→ **Directions**:
All entries shown below should be duplicated character for character.

###

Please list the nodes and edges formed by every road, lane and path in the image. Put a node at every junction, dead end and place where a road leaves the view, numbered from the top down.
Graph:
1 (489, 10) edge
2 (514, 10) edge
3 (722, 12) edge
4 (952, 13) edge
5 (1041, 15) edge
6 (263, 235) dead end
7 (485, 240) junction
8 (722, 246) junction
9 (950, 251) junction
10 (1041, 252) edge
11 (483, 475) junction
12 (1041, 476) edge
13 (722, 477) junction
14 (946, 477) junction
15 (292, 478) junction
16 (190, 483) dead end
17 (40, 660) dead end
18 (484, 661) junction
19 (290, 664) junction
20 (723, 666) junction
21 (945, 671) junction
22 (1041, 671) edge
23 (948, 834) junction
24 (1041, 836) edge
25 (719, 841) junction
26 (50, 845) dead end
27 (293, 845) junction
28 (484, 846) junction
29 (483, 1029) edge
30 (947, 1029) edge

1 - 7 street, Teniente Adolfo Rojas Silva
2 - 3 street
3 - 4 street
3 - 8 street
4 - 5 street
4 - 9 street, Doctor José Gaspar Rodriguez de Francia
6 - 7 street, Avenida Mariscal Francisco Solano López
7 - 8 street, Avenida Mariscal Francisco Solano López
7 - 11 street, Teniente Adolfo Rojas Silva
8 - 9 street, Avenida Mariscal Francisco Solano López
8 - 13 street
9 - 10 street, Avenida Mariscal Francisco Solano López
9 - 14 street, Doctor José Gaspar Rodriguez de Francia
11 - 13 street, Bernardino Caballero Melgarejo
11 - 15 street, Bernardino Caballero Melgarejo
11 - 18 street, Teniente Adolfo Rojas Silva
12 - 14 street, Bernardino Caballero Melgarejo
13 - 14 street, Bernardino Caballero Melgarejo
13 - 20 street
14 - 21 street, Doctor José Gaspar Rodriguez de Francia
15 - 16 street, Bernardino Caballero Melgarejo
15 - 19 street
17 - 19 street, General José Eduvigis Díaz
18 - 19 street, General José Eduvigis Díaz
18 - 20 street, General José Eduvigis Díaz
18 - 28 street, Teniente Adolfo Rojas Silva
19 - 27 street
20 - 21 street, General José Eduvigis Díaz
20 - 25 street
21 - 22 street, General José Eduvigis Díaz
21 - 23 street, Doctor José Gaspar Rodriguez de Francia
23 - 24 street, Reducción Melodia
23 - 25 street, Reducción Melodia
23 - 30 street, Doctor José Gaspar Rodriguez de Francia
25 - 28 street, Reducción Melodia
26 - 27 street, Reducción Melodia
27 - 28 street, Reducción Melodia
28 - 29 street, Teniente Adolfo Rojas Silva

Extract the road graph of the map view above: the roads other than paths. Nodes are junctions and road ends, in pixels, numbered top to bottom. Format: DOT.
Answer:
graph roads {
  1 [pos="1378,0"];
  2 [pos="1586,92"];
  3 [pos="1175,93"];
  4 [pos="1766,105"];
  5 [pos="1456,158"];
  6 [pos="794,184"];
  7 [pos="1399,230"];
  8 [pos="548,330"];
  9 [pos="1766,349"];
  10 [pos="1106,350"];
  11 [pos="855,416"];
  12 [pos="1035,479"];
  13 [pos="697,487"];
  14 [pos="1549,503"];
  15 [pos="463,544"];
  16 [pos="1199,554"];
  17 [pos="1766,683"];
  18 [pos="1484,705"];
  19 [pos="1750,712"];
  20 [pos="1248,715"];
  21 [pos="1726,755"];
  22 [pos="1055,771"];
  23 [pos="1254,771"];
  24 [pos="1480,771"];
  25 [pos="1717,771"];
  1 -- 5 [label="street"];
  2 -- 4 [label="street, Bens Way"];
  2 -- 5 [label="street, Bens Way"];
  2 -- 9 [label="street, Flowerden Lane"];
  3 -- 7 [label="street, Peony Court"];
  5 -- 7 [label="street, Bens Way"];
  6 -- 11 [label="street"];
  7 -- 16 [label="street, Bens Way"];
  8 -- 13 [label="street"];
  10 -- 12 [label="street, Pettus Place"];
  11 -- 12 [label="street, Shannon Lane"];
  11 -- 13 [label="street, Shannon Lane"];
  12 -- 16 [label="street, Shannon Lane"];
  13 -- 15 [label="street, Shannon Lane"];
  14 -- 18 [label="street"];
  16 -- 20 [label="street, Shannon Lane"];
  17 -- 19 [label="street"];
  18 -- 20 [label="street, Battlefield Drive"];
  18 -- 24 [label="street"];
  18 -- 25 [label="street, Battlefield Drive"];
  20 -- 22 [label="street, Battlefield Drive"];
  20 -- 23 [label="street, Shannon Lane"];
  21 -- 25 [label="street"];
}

###

→ **Task answer**:
Please list the nodes and edges formed by every road, lane and path in the image. Put a node at every junction, dead end and place where a road leaves the view, numbered from the top down.
Graph:
1 (489, 10) edge
2 (514, 10) edge
3 (722, 12) edge
4 (952, 13) edge
5 (1041, 15) edge
6 (263, 235) dead end
7 (485, 240) junction
8 (722, 246) junction
9 (950, 251) junction
10 (1041, 252) edge
11 (483, 475) junction
12 (1041, 476) edge
13 (722, 477) junction
14 (946, 477) junction
15 (292, 478) junction
16 (190, 483) dead end
17 (40, 660) dead end
18 (484, 661) junction
19 (290, 664) junction
20 (723, 666) junction
21 (945, 671) junction
22 (1041, 671) edge
23 (948, 834) junction
24 (1041, 836) edge
25 (719, 841) junction
26 (50, 845) dead end
27 (293, 845) junction
28 (484, 846) junction
29 (483, 1029) edge
30 (947, 1029) edge

1 - 7 street, Teniente Adolfo Rojas Silva
2 - 3 street
3 - 4 street
3 - 8 street
4 - 5 street
4 - 9 street, Doctor José Gaspar Rodriguez de Francia
6 - 7 street, Avenida Mariscal Francisco Solano López
7 - 8 street, Avenida Mariscal Francisco Solano López
7 - 11 street, Teniente Adolfo Rojas Silva
8 - 9 street, Avenida Mariscal Francisco Solano López
8 - 13 street
9 - 10 street, Avenida Mariscal Francisco Solano López
9 - 14 street, Doctor José Gaspar Rodriguez de Francia
11 - 13 street, Bernardino Caballero Melgarejo
11 - 15 street, Bernardino Caballero Melgarejo
11 - 18 street, Teniente Adolfo Rojas Silva
12 - 14 street, Bernardino Caballero Melgarejo
13 - 14 street, Bernardino Caballero Melgarejo
13 - 20 street
14 - 21 street, Doctor José Gaspar Rodriguez de Francia
15 - 16 street, Bernardino Caballero Melgarejo
15 - 19 street
17 - 19 street, General José Eduvigis Díaz
18 - 19 street, General José Eduvigis Díaz
18 - 20 street, General José Eduvigis Díaz
18 - 28 street, Teniente Adolfo Rojas Silva
19 - 27 street
20 - 21 street, General José Eduvigis Díaz
20 - 25 street
21 - 22 street, General José Eduvigis Díaz
21 - 23 street, Doctor José Gaspar Rodriguez de Francia
23 - 24 street, Reducción Melodia
23 - 25 street, Reducción Melodia
23 - 30 street, Doctor José Gaspar Rodriguez de Francia
25 - 28 street, Reducción Melodia
26 - 27 street, Reducción Melodia
27 - 28 street, Reducción Melodia
28 - 29 street, Teniente Adolfo Rojas Silva

Extract the road graph of the map view above: the roads other than paths. Nodes are junctions and road ends, in pixels, numbered top to bottom. Format: DOT.
Answer:
graph roads {
  1 [pos="1378,0"];
  2 [pos="1586,92"];
  3 [pos="1175,93"];
  4 [pos="1766,105"];
  5 [pos="1456,158"];
  6 [pos="794,184"];
  7 [pos="1399,230"];
  8 [pos="548,330"];
  9 [pos="1766,349"];
  10 [pos="1106,350"];
  11 [pos="855,416"];
  12 [pos="1035,479"];
  13 [pos="697,487"];
  14 [pos="1549,503"];
  15 [pos="463,544"];
  16 [pos="1199,554"];
  17 [pos="1766,683"];
  18 [pos="1484,705"];
  19 [pos="1750,712"];
  20 [pos="1248,715"];
  21 [pos="1726,755"];
  22 [pos="1055,771"];
  23 [pos="1254,771"];
  24 [pos="1480,771"];
  25 [pos="1717,771"];
  1 -- 5 [label="street"];
  2 -- 4 [label="street, Bens Way"];
  2 -- 5 [label="street, Bens Way"];
  2 -- 9 [label="street, Flowerden Lane"];
  3 -- 7 [label="street, Peony Court"];
  5 -- 7 [label="street, Bens Way"];
  6 -- 11 [label="street"];
  7 -- 16 [label="street, Bens Way"];
  8 -- 13 [label="street"];
  10 -- 12 [label="street, Pettus Place"];
  11 -- 12 [label="street, Shannon Lane"];
  11 -- 13 [label="street, Shannon Lane"];
  12 -- 16 [label="street, Shannon Lane"];
  13 -- 15 [label="street, Shannon Lane"];
  14 -- 18 [label="street"];
  16 -- 20 [label="street, Shannon Lane"];
  17 -- 19 [label="street"];
  18 -- 20 [label="street, Battlefield Drive"];
  18 -- 24 [label="street"];
  18 -- 25 [label="street, Battlefield Drive"];
  20 -- 22 [label="street, Battlefield Drive"];
  20 -- 23 [label="street, Shannon Lane"];
  21 -- 25 [label="street"];
}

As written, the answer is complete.